A brief foray at Incarnate Word High School inspired Kathy to abandon the austerity of her Protestant upbringing and acquire a genuine admiration for the rococo altars of saints and angels. She went through several more metamorphoses in her life, meeting remarkable situations and astonishing individuals, each inviting her to cross a border a step at a time until arriving at her current life.

This invitation to cross borders inspires Kathy Sosa’s art to this day. Because the story the Alamo forgets to remember is that South Texas is particularly unique for former adversaries wedding one another. Die-hard Chicanos with “gringo” surnames abound, as do blonde “Blancas” honoring a long-ago abuelita, proving the universe is large enough to encompass contradictions.

Inducted twice into the Tex/Mex heritage by way of marriage and motherhood, Kathy Sosa has evolved an intriguing blend of cultures. The trees of life that figure predominantly in her paintings are ultimately portraying her own life tree, as observer and participant.

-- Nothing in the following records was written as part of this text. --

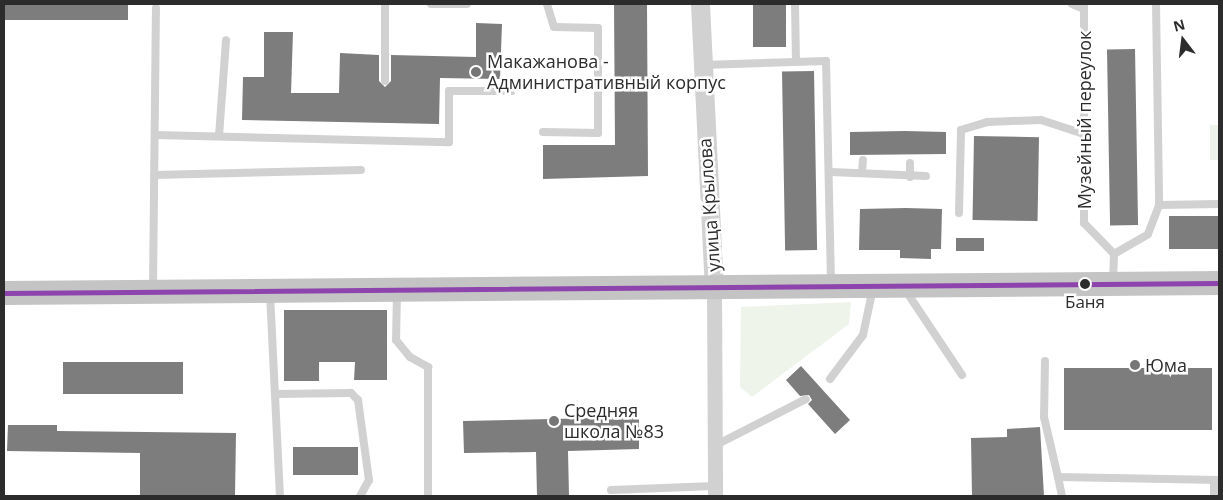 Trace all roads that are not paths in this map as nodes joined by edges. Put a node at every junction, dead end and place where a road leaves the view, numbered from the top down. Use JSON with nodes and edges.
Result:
{"nodes":[{"id":1,"x":385,"y":4,"type":"edge"},
{"id":2,"x":431,"y":4,"type":"edge"},
{"id":3,"x":467,"y":4,"type":"edge"},
{"id":4,"x":547,"y":4,"type":"edge"},
{"id":5,"x":700,"y":4,"type":"edge"},
{"id":6,"x":795,"y":4,"type":"edge"},
{"id":7,"x":1072,"y":4,"type":"edge"},
{"id":8,"x":1156,"y":4,"type":"edge"},
{"id":9,"x":1084,"y":6,"type":"edge"},
{"id":10,"x":156,"y":8,"type":"dead end"},
{"id":11,"x":226,"y":40,"type":"dead end"},
{"id":12,"x":796,"y":62,"type":"junction"},
{"id":13,"x":701,"y":66,"type":"junction"},
{"id":14,"x":385,"y":81,"type":"dead end"},
{"id":15,"x":512,"y":91,"type":"dead end"},
{"id":16,"x":543,"y":132,"type":"dead end"},
{"id":17,"x":1084,"y":134,"type":"junction"},
{"id":18,"x":155,"y":135,"type":"junction"},
{"id":19,"x":220,"y":136,"type":"junction"},
{"id":20,"x":863,"y":160,"type":"dead end"},
{"id":21,"x":910,"y":163,"type":"dead end"},
{"id":22,"x":361,"y":170,"type":"dead end"},
{"id":23,"x":831,"y":172,"type":"junction"},
{"id":24,"x":862,"y":173,"type":"junction"},
{"id":25,"x":154,"y":175,"type":"junction"},
{"id":26,"x":910,"y":176,"type":"junction"},
{"id":27,"x":926,"y":176,"type":"dead end"},
{"id":28,"x":1219,"y":204,"type":"edge"},
{"id":29,"x":1159,"y":205,"type":"junction"},
{"id":30,"x":959,"y":213,"type":"dead end"},
{"id":31,"x":1114,"y":254,"type":"junction"},
{"id":32,"x":1219,"y":283,"type":"edge"},
{"id":33,"x":1113,"y":284,"type":"junction"},
{"id":34,"x":903,"y":285,"type":"junction"},
{"id":35,"x":714,"y":286,"type":"junction"},
{"id":36,"x":831,"y":286,"type":"junction"},
{"id":37,"x":873,"y":287,"type":"junction"},
{"id":38,"x":397,"y":289,"type":"junction"},
{"id":39,"x":270,"y":290,"type":"junction"},
{"id":40,"x":153,"y":292,"type":"junction"},
{"id":41,"x":4,"y":293,"type":"edge"},
{"id":42,"x":1045,"y":361,"type":"dead end"},
{"id":43,"x":962,"y":375,"type":"dead end"},
{"id":44,"x":830,"y":379,"type":"dead end"},
{"id":45,"x":275,"y":394,"type":"junction"},
{"id":46,"x":806,"y":399,"type":"dead end"},
{"id":47,"x":714,"y":446,"type":"junction"},
{"id":48,"x":1058,"y":477,"type":"junction"},
{"id":49,"x":1216,"y":480,"type":"edge"},
{"id":50,"x":611,"y":490,"type":"dead end"},
{"id":51,"x":714,"y":491,"type":"edge"},
{"id":52,"x":280,"y":496,"type":"edge"},
{"id":53,"x":360,"y":496,"type":"edge"},
{"id":54,"x":428,"y":496,"type":"edge"},
{"id":55,"x":1062,"y":496,"type":"edge"},
{"id":56,"x":1214,"y":496,"type":"edge"}],
"edges":[{"from":1,"to":14,"type":"lane"},
{"from":2,"to":3,"type":"lane"},
{"from":4,"to":16,"type":"lane"},
{"from":5,"to":13,"type":"street","name":"улица Крылова"},
{"from":6,"to":12,"type":"lane"},
{"from":7,"to":9,"type":"lane"},
{"from":8,"to":29,"type":"lane"},
{"from":9,"to":17,"type":"lane","name":"Музейный переулок"},
{"from":10,"to":18,"type":"lane"},
{"from":11,"to":19,"type":"lane"},
{"from":12,"to":13,"type":"lane"},
{"from":12,"to":23,"type":"lane"},
{"from":13,"to":35,"type":"street","name":"улица Крылова"},
{"from":15,"to":19,"type":"lane"},
{"from":17,"to":30,"type":"lane"},
{"from":17,"to":31,"type":"lane","name":"Музейный переулок"},
{"from":18,"to":19,"type":"lane"},
{"from":18,"to":25,"type":"lane"},
{"from":20,"to":24,"type":"lane"},
{"from":21,"to":26,"type":"lane"},
{"from":22,"to":25,"type":"lane"},
{"from":23,"to":24,"type":"lane"},
{"from":23,"to":36,"type":"lane"},
{"from":24,"to":26,"type":"lane"},
{"from":25,"to":40,"type":"lane"},
{"from":26,"to":27,"type":"lane"},
{"from":28,"to":29,"type":"lane"},
{"from":29,"to":31,"type":"lane"},
{"from":31,"to":33,"type":"lane"},
{"from":32,"to":33,"type":"main road"},
{"from":33,"to":34,"type":"main road"},
{"from":34,"to":37,"type":"main road"},
{"from":34,"to":43,"type":"lane"},
{"from":35,"to":36,"type":"main road"},
{"from":35,"to":38,"type":"main road"},
{"from":35,"to":47,"type":"street","name":"улица Крылова"},
{"from":36,"to":37,"type":"main road"},
{"from":37,"to":44,"type":"lane"},
{"from":38,"to":39,"type":"main road"},
{"from":38,"to":54,"type":"lane"},
{"from":39,"to":40,"type":"main road"},
{"from":39,"to":45,"type":"lane"},
{"from":40,"to":41,"type":"main road"},
{"from":42,"to":48,"type":"lane"},
{"from":45,"to":52,"type":"lane"},
{"from":45,"to":53,"type":"lane"},
{"from":46,"to":47,"type":"lane"},
{"from":47,"to":51,"type":"street","name":"улица Крылова"},
{"from":48,"to":49,"type":"lane"},
{"from":48,"to":55,"type":"lane"},
{"from":49,"to":56,"type":"lane"},
{"from":50,"to":51,"type":"lane"}]} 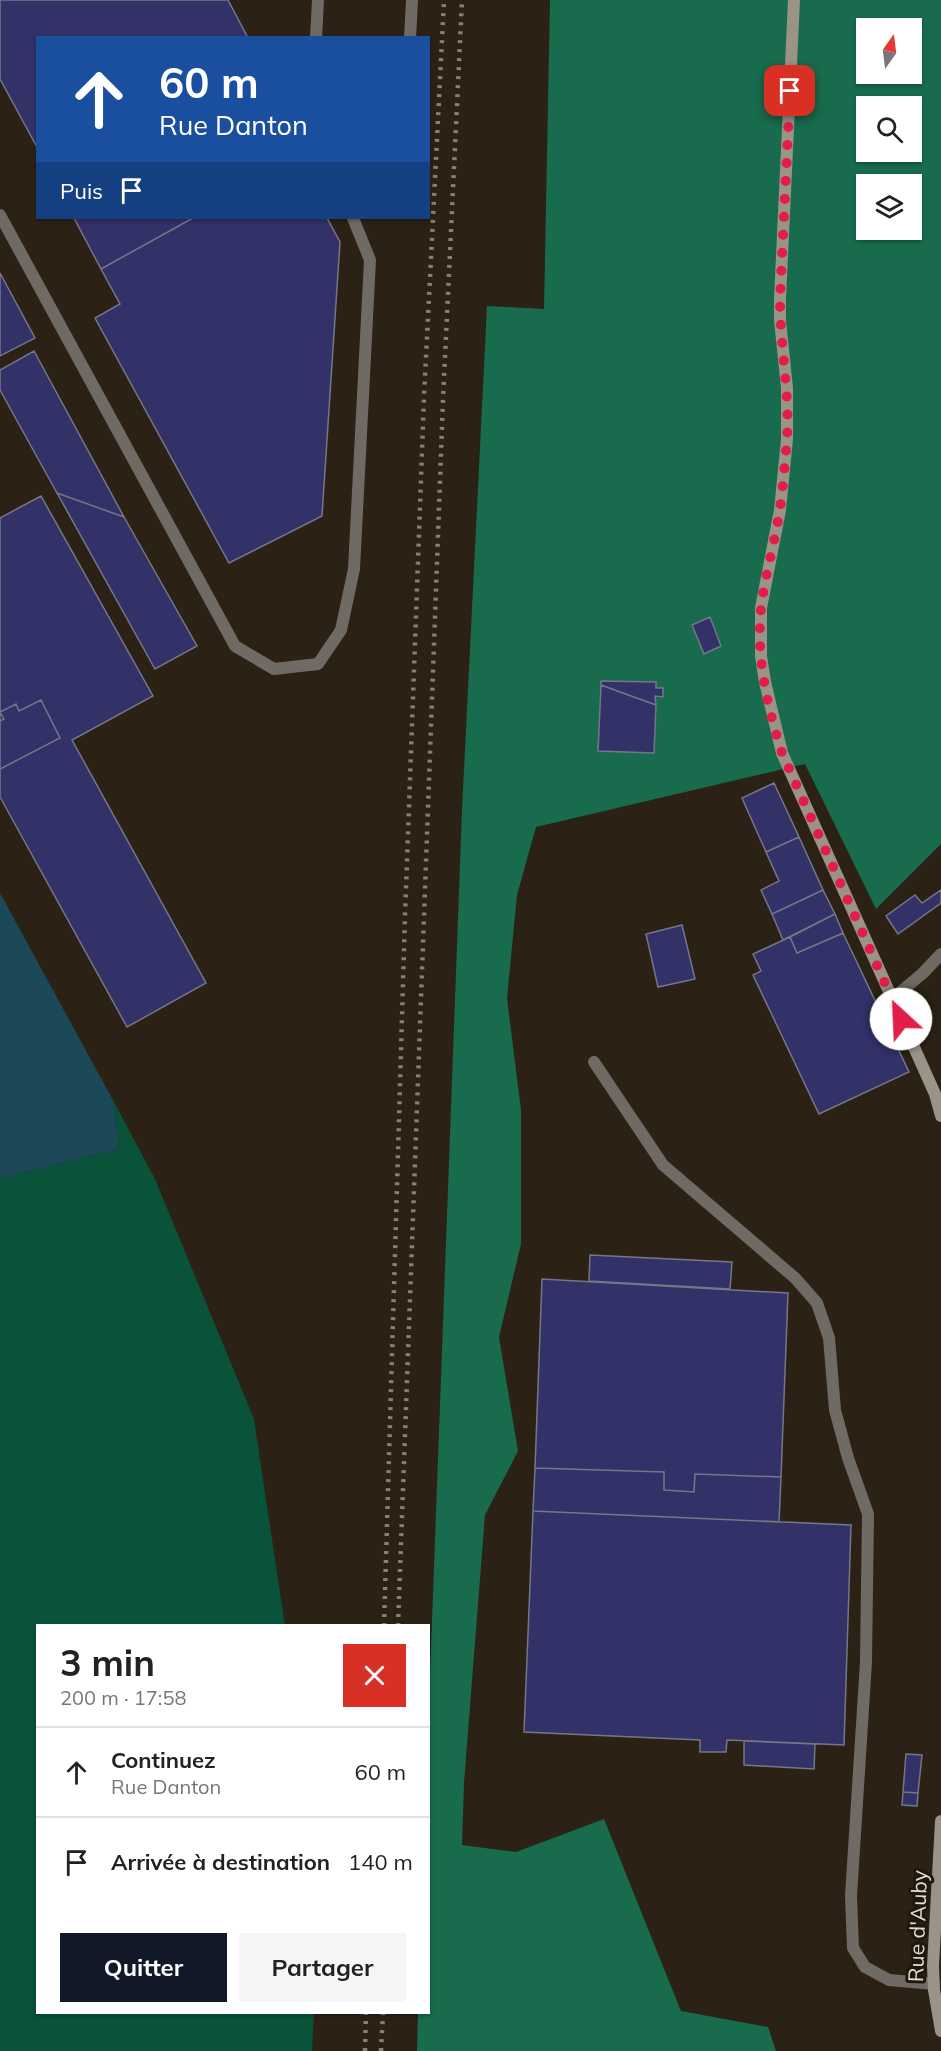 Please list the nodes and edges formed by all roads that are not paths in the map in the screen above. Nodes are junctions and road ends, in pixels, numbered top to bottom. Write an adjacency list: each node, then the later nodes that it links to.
1 (318, 0): 4 (lane)
2 (412, 0): 5 (lane)
3 (794, 0): 9 (street)
4 (316, 36)
5 (410, 36)
6 (0, 215): 7 (lane)
7 (353, 219)
8 (941, 954): 9 (lane)
9 (891, 999): 11 (street)
10 (594, 1062): 13 (lane)
11 (941, 1116)
12 (941, 1821): 13 (street, Rue d'Auby)
13 (934, 1984): 14 (street, Rue d'Auby)
14 (941, 2031)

Kathy Sosa’s artwork is intensely woman-centered. It’s as joyous as discovering an armoire packed with precious vintage cloth. As a textile collector myself, I appreciate this. The polka-dots in her art are as reminiscent of Alabama quilts as they are of Tehuantepec fabric. Turn any Oaxacan huipil inside out, and you will see the beloved dotted design. The brilliant, embroidered flowers from the iconographic huipiles of the Mexican isthmus were coopted from shawls delivered by Manila galleons that touched the shores of Acapulco after forays in China, their true source.

For the record, the beautiful lace headdresses the Tehuanas are famous for also arrived by way of Colonial-era trade. They say they were originally Dutch christening gowns, till some Zapoteca trend-setter decided to wear one on her head. And how did the Bolivian indigenous women acquire the European derby? Pull one thread and the whole story connects one culture to another.

So, it is no surprise that Kathy Sosa’s art should weave new worlds to old, present to past. Are these angels and icons in Kathy’s paintings inspired from St. Petersburg or Constantinople or Florence? Or perhaps from the gilded altar in Taxco? Or maybe from the Little Flower Basilica on San Antonio’s West Side. It’s hard to know.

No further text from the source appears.